L’histoire de Jim Connors

« Il fut un temps, où ce n’était qu’un mot. Un mot à faire frissonner, un mot irréel, oui, mais ce n’était toujours qu’un mot: Cancer. Cette époque n’est plus que la mémoire d’un souvenir naïf.

Il y a six ans, lorsque l’on a diagnostiqué un cancer colorectal a mon père, ce mot irréel a envahi notre famille. Il y a quatre ans, il a emporté mon père loin de ses amis et de sa famille bien aimée. Encore à faire frissonner, mais non plus irréel, le cancer représente maintenant quelque chose de différent pour moi. Il est trop familier, et porte sont lot d’associations à des souvenirs et des sentiments intenses. Douleur. Colère. Stress. Angoisse. Idéaux nostalgiques. Mais, avec ses associations intenses, les souvenirs et les sentiments, il y a du positif.

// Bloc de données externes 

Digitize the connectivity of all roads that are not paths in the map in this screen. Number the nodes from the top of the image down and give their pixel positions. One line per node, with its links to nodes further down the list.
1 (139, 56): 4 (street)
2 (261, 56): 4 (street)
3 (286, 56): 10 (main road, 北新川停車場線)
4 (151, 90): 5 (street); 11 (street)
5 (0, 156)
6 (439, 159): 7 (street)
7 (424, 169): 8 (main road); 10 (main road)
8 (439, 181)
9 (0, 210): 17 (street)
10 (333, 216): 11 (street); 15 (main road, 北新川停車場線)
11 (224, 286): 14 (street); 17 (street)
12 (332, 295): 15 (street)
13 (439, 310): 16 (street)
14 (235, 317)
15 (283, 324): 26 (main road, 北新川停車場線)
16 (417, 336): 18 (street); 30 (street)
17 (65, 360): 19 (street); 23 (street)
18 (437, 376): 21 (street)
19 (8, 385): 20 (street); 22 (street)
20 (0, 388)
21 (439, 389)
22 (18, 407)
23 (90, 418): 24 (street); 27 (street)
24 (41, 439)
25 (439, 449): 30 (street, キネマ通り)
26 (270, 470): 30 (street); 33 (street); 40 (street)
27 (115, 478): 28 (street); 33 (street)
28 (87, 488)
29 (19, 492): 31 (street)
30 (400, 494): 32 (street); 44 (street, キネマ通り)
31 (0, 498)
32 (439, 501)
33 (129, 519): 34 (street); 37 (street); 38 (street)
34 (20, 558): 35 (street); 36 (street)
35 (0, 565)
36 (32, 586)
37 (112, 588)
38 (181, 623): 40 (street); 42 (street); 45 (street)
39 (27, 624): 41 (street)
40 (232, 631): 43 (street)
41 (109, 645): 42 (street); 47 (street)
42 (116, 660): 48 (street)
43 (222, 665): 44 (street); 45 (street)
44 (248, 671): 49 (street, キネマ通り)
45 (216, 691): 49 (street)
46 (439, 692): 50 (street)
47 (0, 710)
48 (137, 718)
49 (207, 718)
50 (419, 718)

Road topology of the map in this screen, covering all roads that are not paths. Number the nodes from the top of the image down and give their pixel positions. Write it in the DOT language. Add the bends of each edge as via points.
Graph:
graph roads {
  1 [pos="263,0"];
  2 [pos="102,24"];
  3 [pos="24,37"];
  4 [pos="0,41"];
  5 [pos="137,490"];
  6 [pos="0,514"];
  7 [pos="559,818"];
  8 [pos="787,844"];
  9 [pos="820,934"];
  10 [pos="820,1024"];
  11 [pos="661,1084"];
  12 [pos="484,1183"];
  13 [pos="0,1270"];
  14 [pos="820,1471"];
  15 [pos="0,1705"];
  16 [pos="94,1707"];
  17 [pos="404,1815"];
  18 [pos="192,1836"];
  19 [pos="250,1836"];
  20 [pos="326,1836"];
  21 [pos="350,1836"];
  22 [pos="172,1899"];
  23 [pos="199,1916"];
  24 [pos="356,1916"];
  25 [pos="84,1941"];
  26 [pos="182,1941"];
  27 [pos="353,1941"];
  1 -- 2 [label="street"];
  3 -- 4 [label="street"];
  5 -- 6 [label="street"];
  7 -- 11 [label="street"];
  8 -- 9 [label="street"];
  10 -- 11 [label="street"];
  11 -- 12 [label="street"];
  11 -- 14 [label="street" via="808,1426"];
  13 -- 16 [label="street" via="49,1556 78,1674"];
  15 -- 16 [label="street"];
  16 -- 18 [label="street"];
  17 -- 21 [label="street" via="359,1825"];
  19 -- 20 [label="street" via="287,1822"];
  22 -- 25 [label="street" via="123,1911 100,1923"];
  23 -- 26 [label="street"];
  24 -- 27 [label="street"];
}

Avant tout, il y a le souvenir de la façon dont mon père a choisi d’aborder sa condition. Il était optimiste malgré de sombres perspectives, positif malgré la douleur, et il était immensément concerné par la façon dont sa maladie et ses chances de survie avaient des répercussions sur les vies de ceux et celles qui l’aimaient. Puis, il a choisi d’aider les autres qui avaient la même maladie. Il s’est impliqué dans l’ACCC en devenant militant. Il a insisté pour qu’il y ait davantage de sensibilisation au cancer colorectal, pour des programmes de dépistage précoce et pour le financement de médicaments efficaces. Mon père croyait et soutenait l’ACCC. À travers l’éducation, le soutien et la défense action, l’ACCC à aider plusieurs personnes comme mon père et de nombreuses familles comme la nôtre. Un peu de positif durant les terribles moments difficiles.

 

Je continu à soutenir l’ACCC après sa mort, parce que leur travaille me donne l’espoir de voir le jour où les gens en connaîtront beaucoup sur le mot cancer, mais d’une façon différente, d’une façon ou le cancer sera moins effrayant, moins douloureux et où les seules histoires seront celles des survivants.